Der letzte Tag auf Gran Canaria startet pünktlich mit dem Frühstück um kurz nach 8. Da Christian heute einen Pool- und Faulenzertag einlegen möchte, schwinge ich mich um halb 10 alleine auf das Bike und fahre auf der GC500 in Richtung Puerto de Mogan.

12 km geht es auf der viel zu hügeligen Küstenstraße immer auf und ab, bis rechts die Straße in Richtung Mogan abzweigt. Immer wieder überholen mich Rennradfahrer. Irgendwann wird mit das ganze zu bunt und ich hänge mich an eine Gruppe aus 6 Fahrern. Da die Gruppe nur minimal schneller ist, setze ich zum Überholversuch an und ziehe an der Gruppe vorbei.
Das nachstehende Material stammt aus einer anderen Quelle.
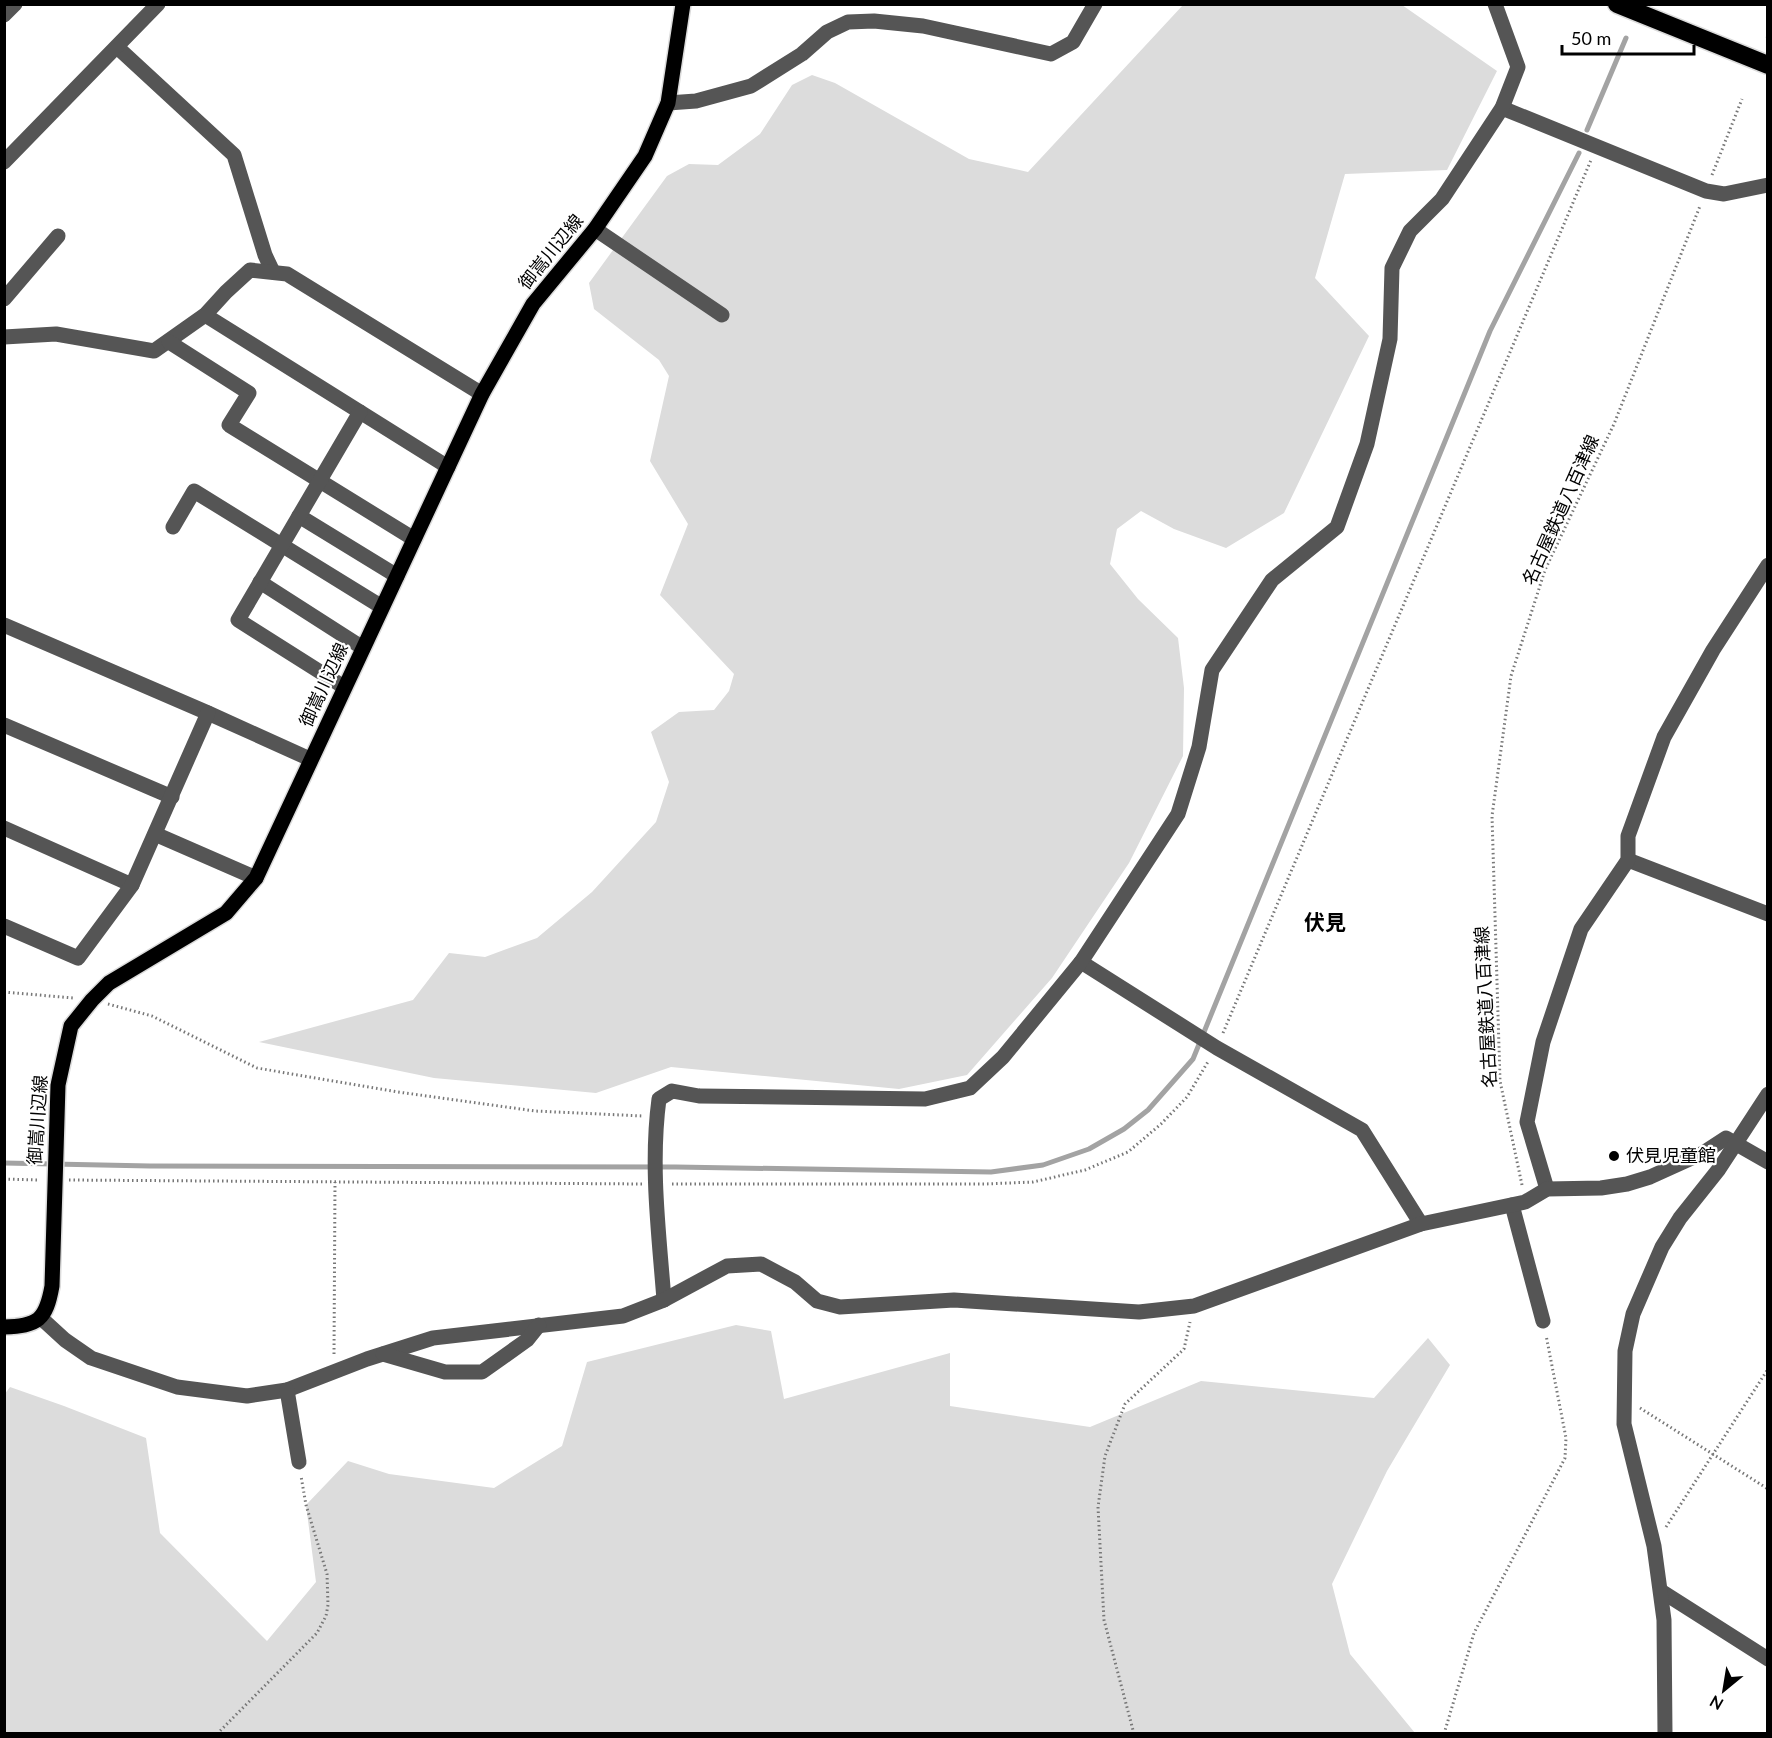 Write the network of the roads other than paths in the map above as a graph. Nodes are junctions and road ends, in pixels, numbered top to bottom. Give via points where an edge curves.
1 (15, 4) edge
2 (158, 4) edge
3 (683, 4) edge
4 (1095, 4) edge
5 (1495, 4) edge
6 (1617, 4) edge
7 (4, 15) edge
8 (117, 47) junction
9 (1767, 65) edge
10 (668, 103) junction
11 (1502, 108) junction
12 (4, 162) edge
13 (1767, 185) edge
14 (596, 229) junction
15 (58, 236) dead end
16 (273, 272) junction
17 (4, 299) edge
18 (205, 315) junction
19 (722, 315) dead end
20 (4, 337) edge
21 (170, 342) junction
22 (482, 394) junction
23 (360, 412) junction
24 (448, 467) junction
25 (321, 480) junction
26 (299, 516) junction
27 (173, 527) dead end
28 (414, 539) junction
29 (282, 546) junction
30 (1767, 565) edge
31 (397, 576) junction
32 (260, 582) junction
33 (382, 607) junction
34 (4, 625) edge
35 (363, 648) junction
36 (344, 687) junction
37 (208, 713) junction
38 (4, 725) edge
39 (310, 759) junction
40 (172, 797) junction
41 (4, 828) edge
42 (155, 834) junction
43 (1628, 860) junction
44 (256, 878) junction
45 (132, 885) junction
46 (1767, 914) edge
47 (4, 926) edge
48 (1081, 962) junction
49 (1767, 1094) edge
50 (1737, 1143) junction
51 (1767, 1162) edge
52 (1547, 1189) junction
53 (1519, 1203) junction
54 (1421, 1224) junction
55 (664, 1300) junction
56 (41, 1318) junction
57 (1543, 1321) road end
58 (539, 1325) junction
59 (4, 1327) edge
60 (383, 1354) junction
61 (286, 1390) junction
62 (299, 1462) road end
63 (1661, 1591) junction
64 (1767, 1659) edge
65 (1665, 1734) edge

1 - 7 street
2 - 8 street
3 - 10 main road, 御嵩川辺線
4 - 10 street via 1073,42 1051,54 923,26 848,22 827,32 802,54 751,87 696,101
5 - 11 street via 1518,67
6 - 9 highway
8 - 12 street
8 - 16 street via 234,155
10 - 14 main road, 御嵩川辺線 via 645,156
11 - 13 street via 1706,191 1724,194
11 - 48 street via 1442,199 1410,231 1392,268 1390,339 1367,444 1336,527 1272,580 1212,670 1199,747 1178,814
14 - 19 street
14 - 22 main road, 御嵩川辺線 via 533,304
15 - 17 street
16 - 18 street via 250,270
16 - 22 street via 287,274
18 - 21 street
18 - 23 street
20 - 21 street via 56,334 154,351
21 - 25 street via 249,393 230,425
22 - 24 main road, 御嵩川辺線
23 - 24 street
23 - 25 street
24 - 28 main road, 御嵩川辺線
25 - 26 street
25 - 28 street
26 - 29 street
26 - 31 street
27 - 29 street via 194,491
28 - 31 main road, 御嵩川辺線
29 - 32 street
29 - 33 street
30 - 43 street via 1664,737 1628,836
31 - 33 main road, 御嵩川辺線
32 - 35 street
32 - 36 street via 238,620
33 - 35 main road, 御嵩川辺線
34 - 37 street
35 - 36 main road, 御嵩川辺線
36 - 39 main road, 御嵩川辺線
37 - 39 street
37 - 40 street
38 - 40 street
39 - 44 main road, 御嵩川辺線
40 - 42 street
41 - 45 street
42 - 44 street
42 - 45 street
43 - 46 street
43 - 52 street via 1581,929 1543,1042 1527,1122
44 - 56 main road, 御嵩川辺線 via 226,914 109,983 71,1026 58,1085 51,1286 49,1305
45 - 47 street via 78,958
48 - 54 street via 1217,1048 1362,1130
48 - 55 street via 1003,1057 970,1088 925,1099 699,1096 672,1091 659,1099 655,1184
49 - 50 street
50 - 51 street
50 - 52 street via 1726,1138 1650,1178 1627,1184
50 - 63 street via 1662,1247 1633,1314 1625,1351 1624,1424
52 - 53 street
53 - 54 street
53 - 57 street
54 - 55 street via 1194,1306 1139,1312 954,1300 840,1307 817,1301 795,1282 761,1264 727,1266
55 - 58 street via 624,1316
56 - 59 main road via 24,1326
56 - 61 street via 91,1358 177,1387 247,1396
58 - 60 street via 433,1338
58 - 60 street via 527,1340 482,1372 445,1372
60 - 61 street
61 - 62 street
63 - 64 street
63 - 65 street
Die Freude wert aber nicht lange, denn nur ein paar Meter später geben sie Gas und ziehen wiederum an mir vorbei. Ich kenne die Strecke schon von Tag 4 und lasse mich nicht abschütteln – spätestens in Mogan mache ich eh eine Pause, dann kann ich sie guten Gewissens fahren lassen. Im Affenzahn geht es mit 20er Schnitt die 6km bis Mogan hinauf. Als der Supermarkt in Sichtweite kommt, mache ich langsam. Nicht nur ich brauche eine Pause, auch die Rennradler machen kurz halt und füllen ihre Getränkevorräte auf.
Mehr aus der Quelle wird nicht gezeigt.